Dans une interview  au quotidien Le Télégramme du 31 mars 2012 et dans un texte diffusé sur son blog internet, Jean Kergrist  instruit un procès à charge contre Poulain-Corbion , ancien maire de Saint-Brieuc et député sous la Révolution, sur la base d’un dossier  dont l’objet essentiel est de s’opposer au projet de reconstruction du monument érigé en 1889 devant l’Hôtel de Ville et démoli  pendant l’Occupation.

L’Association Républicaine Poulain-Corbion se voit ainsi dans l’obligation de rétablir la vérité des faits.

 

Poulain-Corbion maire  puis député de Saint-Brieuc

 

Jean Kergrist laisse entendre que Poulain-Corbion a usurpé sa réputation de démocrate, pour la raison qu’il était jusqu’en 1789 un maire de St-Brieuc, non élu, mais « désigné par le roi », alors que c’était la règle pour tous les maires, et que c’est précisément la Révolution qui a institué les élections comme mode de désignation aux fonctions publiques.

 

Les familles de Jean-François Poulain de Corbion, comme de Palasne de Champeaux, autre député de St-Brieuc , appartenaient  à l’ordre du Tiers état.
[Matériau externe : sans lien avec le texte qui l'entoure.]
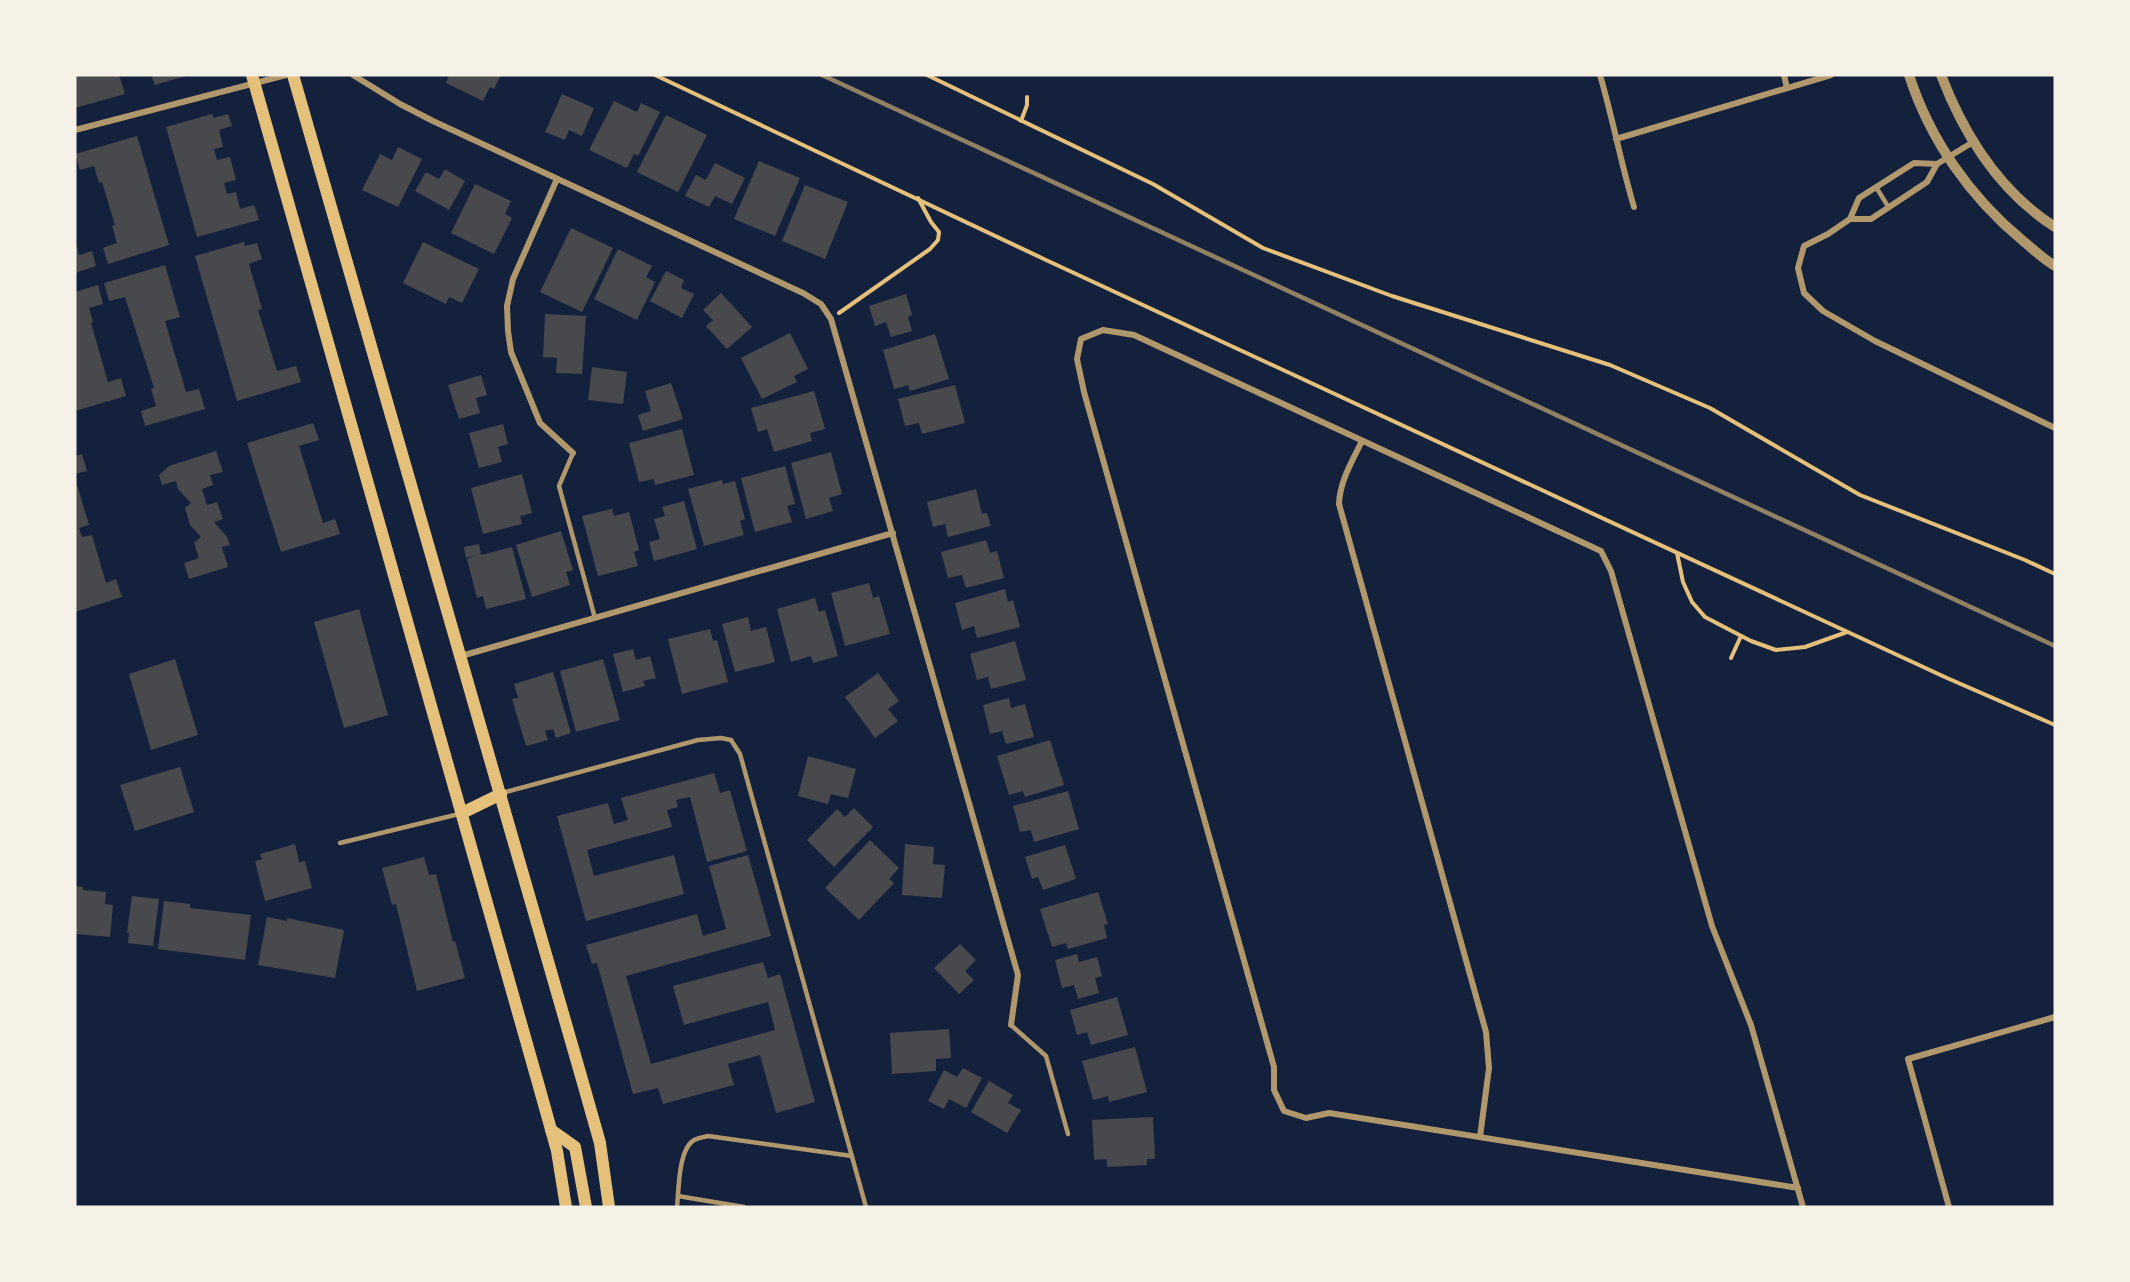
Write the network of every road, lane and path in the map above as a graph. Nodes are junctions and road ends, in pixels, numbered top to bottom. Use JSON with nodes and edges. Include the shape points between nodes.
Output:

C’est donc en conformité avec les règles en vigueur, que Poulain de Corbion fut désigné par l’assemblée du Tiers de Saint-Brieuc pour représenter la ville, avec Palasne de Champeaux, aux Etats généraux. Sans doute faudrait-il rappeler ici que nombre de révolutionnaires et non des moindres portaient la particule : de Condorcet , de Mirabeau ….

 

Jean Kergrist aurait pu signaler, que par fidélité à son mandat, Poulain-Corbion vota l’abolition des privilèges et des droits seigneuriaux qui maintenaient depuis des siècles le peuple dans la soumission. La population briochine était d’ailleurs en phase avec ses représentants et c’est ainsi que la prise de la Bastille à Paris  fut suivie avec enthousiasme à St-Brieuc : elle entraîna  la destruction du gibet installé sur la Place du Pilori, actuelle Place du Général de Gaulle.

 

Poulain-Corbion, ovationné à son retour de mandat

 

 On sait que l’Assemblée Constituante se dissout en septembre 1791.

 La réélection de Poulain-Corbion comme maire  n’eut  pas lieu car il  déclina  la proposition  qui lui était pourtant faite de reprendre le siège de premier magistrat de la commune, qu’il avait laissé pendant sa députation.

 

Au retour de Paris, Palasne de Champeaux et Poulain-Corbion eurent droit à une réception en leur honneur. N’avaient-ils pas en quelques mois contribué à jeter les bases de la France moderne : abolition de la féodalité, Droits de l’homme, unification des poids et mesures condition du décollage économique, parachèvement de la Nation, droit des peuples à disposer d’eux-mêmes…. ?

 

 M. Besné, au nom des élus du conseil municipal, prononça notamment un éloge appuyé à Poulain-Corbion  : « au citoyen généreux, l’ami sûr, l’homme vrai…enfin, l’un des fondateurs du dogme impérissable de la liberté publique et de la liberté individuelle de la nation française » ( Histoire de la Ville de Saint-Brieuc. Jules Lamare 1884).

 

 Pourquoi passer sous silence cet hommage de reconnaissance au député qui avait ainsi  rempli son mandat ?

 

 Les biens nationaux pour le budget du pays

 

Jean Kergrist stigmatise  la vente des biens nationaux provenant de la confiscation par l’Etat des biens de l’Eglise et d’une partie de la Noblesse sans se poser préalablement la question de l’origine de la propriété foncière d’une aristocratie qui vivait depuis des siècles dans l’opulence et l’oisiveté.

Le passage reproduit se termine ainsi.